HDFGroup / h5pyd

h5py distributed - Python client library for HDF Rest API
Other
110 stars 39 forks source link

Issues with Virtual Datasets (VDS) #89

Open jbhatch opened 4 years ago

jbhatch commented 4 years ago

There are several issues that result from using H5PYD or the HSDS CLI commands on an HDF5 VDS made using H5PY. If a few HDF5 files are combined in a VDS, and if H5PYD is used to send the VDS to the HSDS, a tiny (~KB-sized) and unusable file is produced on the HSDS. This unusable file shows up on the HSDS with an HSLS command, but cannot be retrieved back to an NFS with HSGET. However, if HSLOAD is used to send the VDS file to the HSDS, all of the data that comprises the VDS is written to the HSDS, effectively undoing the virtual aspect of the VDS.

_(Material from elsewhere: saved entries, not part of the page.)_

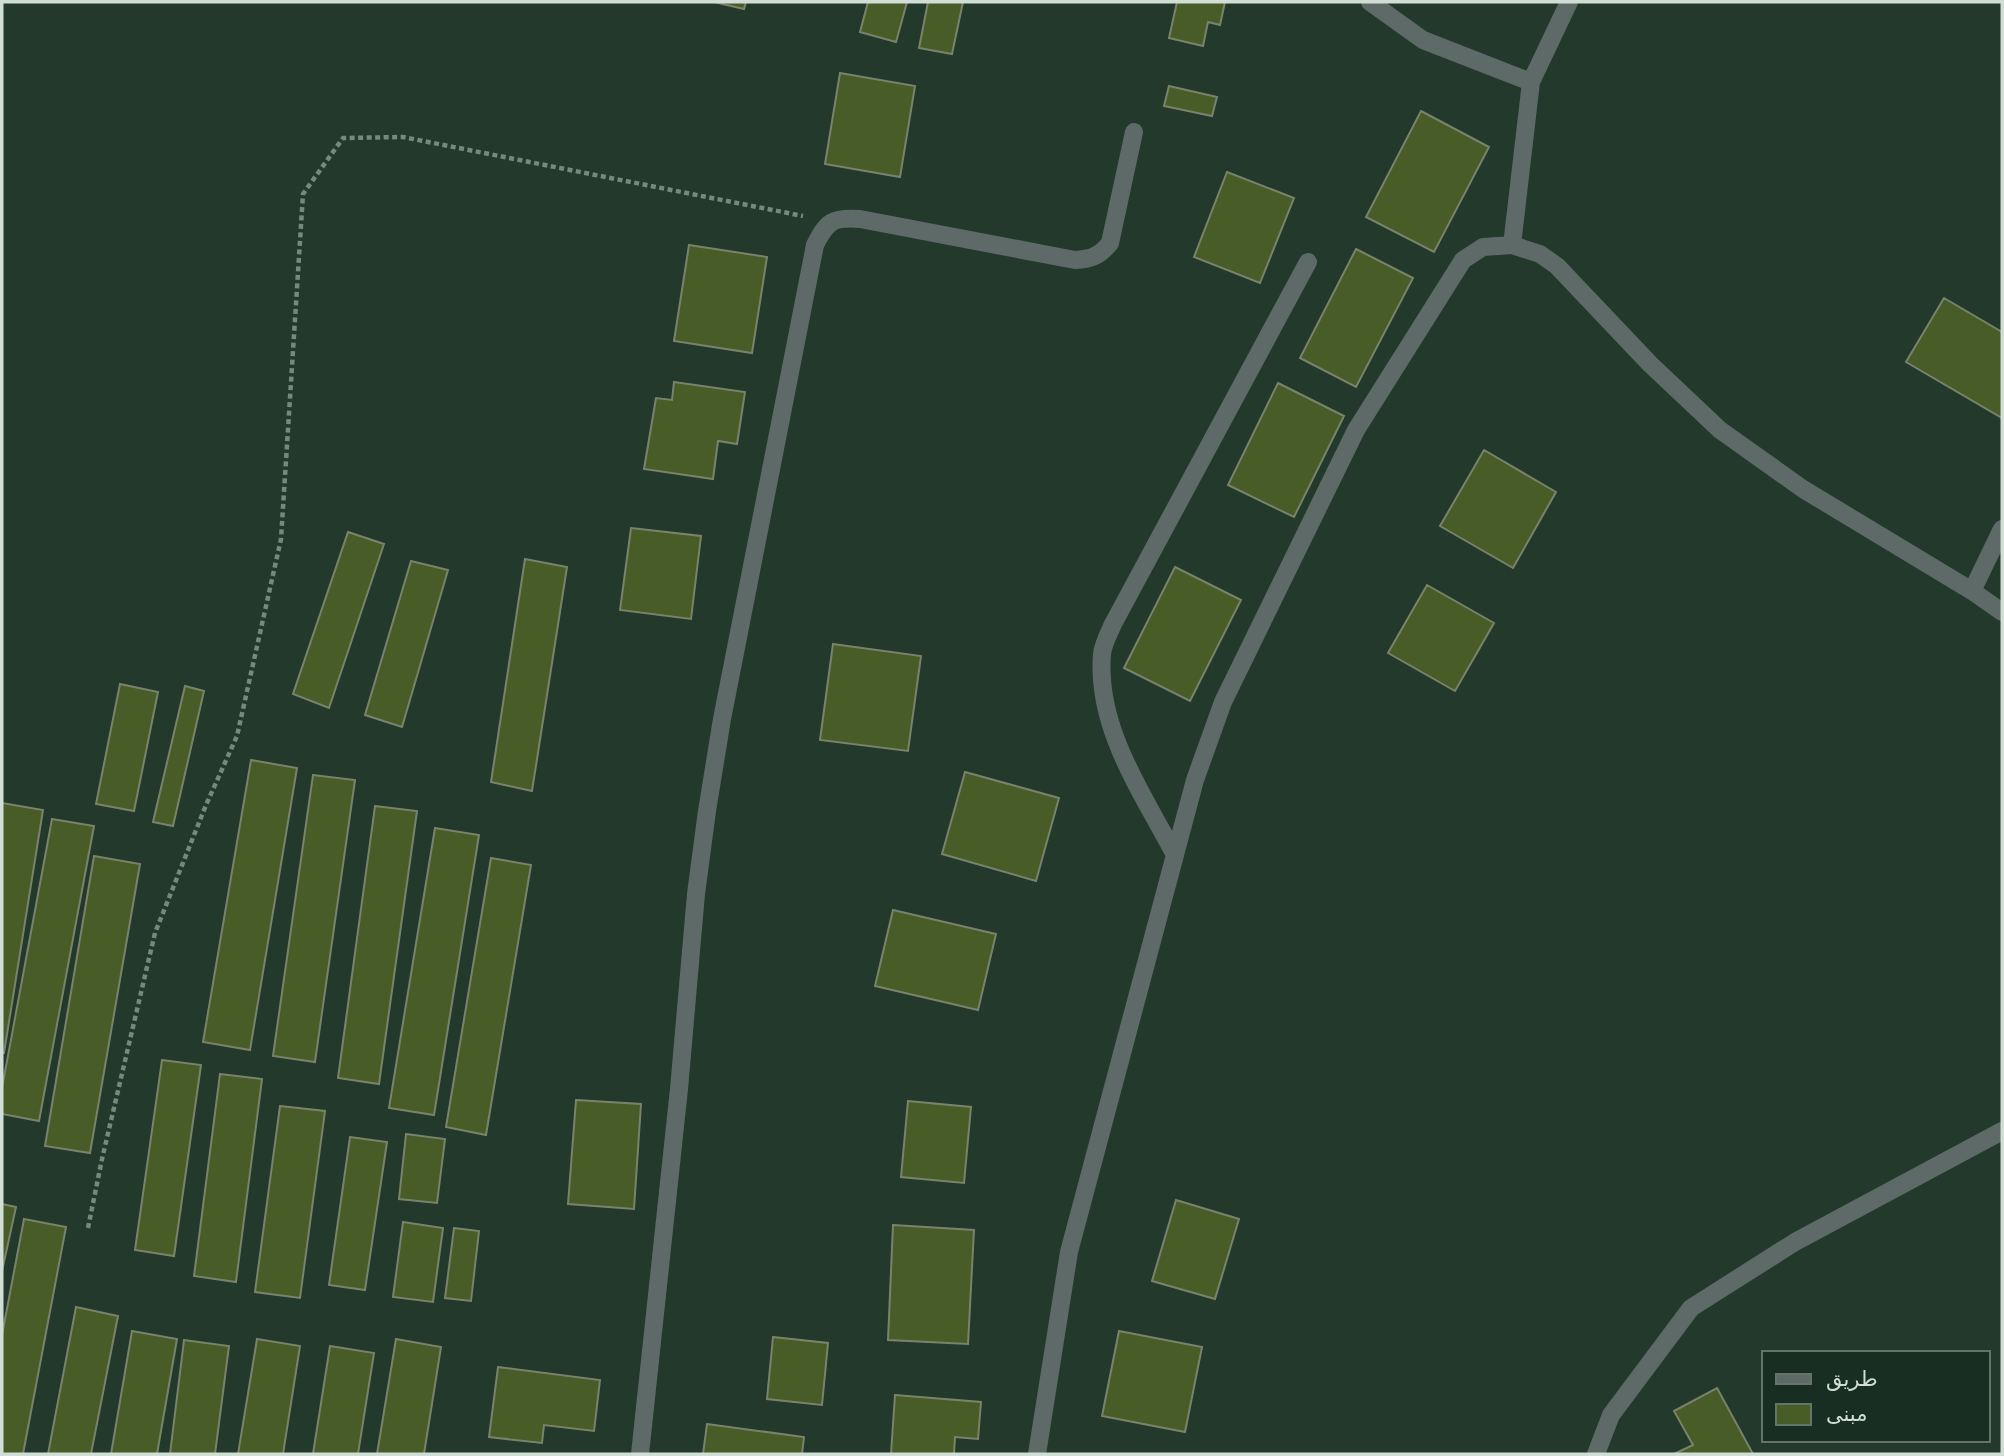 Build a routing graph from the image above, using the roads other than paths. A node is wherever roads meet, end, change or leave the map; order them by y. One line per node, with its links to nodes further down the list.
1 (1370, 2): 3 (street)
2 (1569, 2): 3 (street)
3 (1531, 82): 5 (street)
4 (1134, 132): 12 (street)
5 (1512, 246): 8 (street); 10 (street)
6 (1308, 262): 10 (street)
7 (2002, 529): 8 (street)
8 (1972, 591): 9 (street)
9 (2002, 612)
10 (1175, 855): 13 (street)
11 (2002, 1131): 14 (street)
12 (640, 1454)
13 (1037, 1454)
14 (1595, 1454)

jreadey commented 4 years ago

HSDS doesn't support VDS and hsload reading HDF5 files with h5py isn't "VDS aware", but I would have thought the ingest should have worked in the sense of setting up the HSDS datasets that include all the data from the source files.

Can you post some sample VDS files? I could do some experimentation.

BTW, there's another approach to combining multiple files that can be used in HSDS... an HSDS dataset can be created that maps to chunks stored in one or more HDF5 files (as long as they have the same chunk shape, type, and compression options). You can read about how this works here: https://github.com/HDFGroup/hsds/blob/master/docs/design/single_object/SingleObject.md.

This approach is not as general as VDS but works well when data you are pulling in aligns on the chunk boundaries. We used this approach to aggregate data from 7850 HDF5 files to create one (7850, 720, 1440) dataset. See: https://github.com/HDFGroup/hdflab_examples/blob/master/NCEP3/ncep3_example.ipynb.

The hsload util isn't able to link to multiple files, so the chunk map needs to be setup manually. I can walk you through it if you are interested.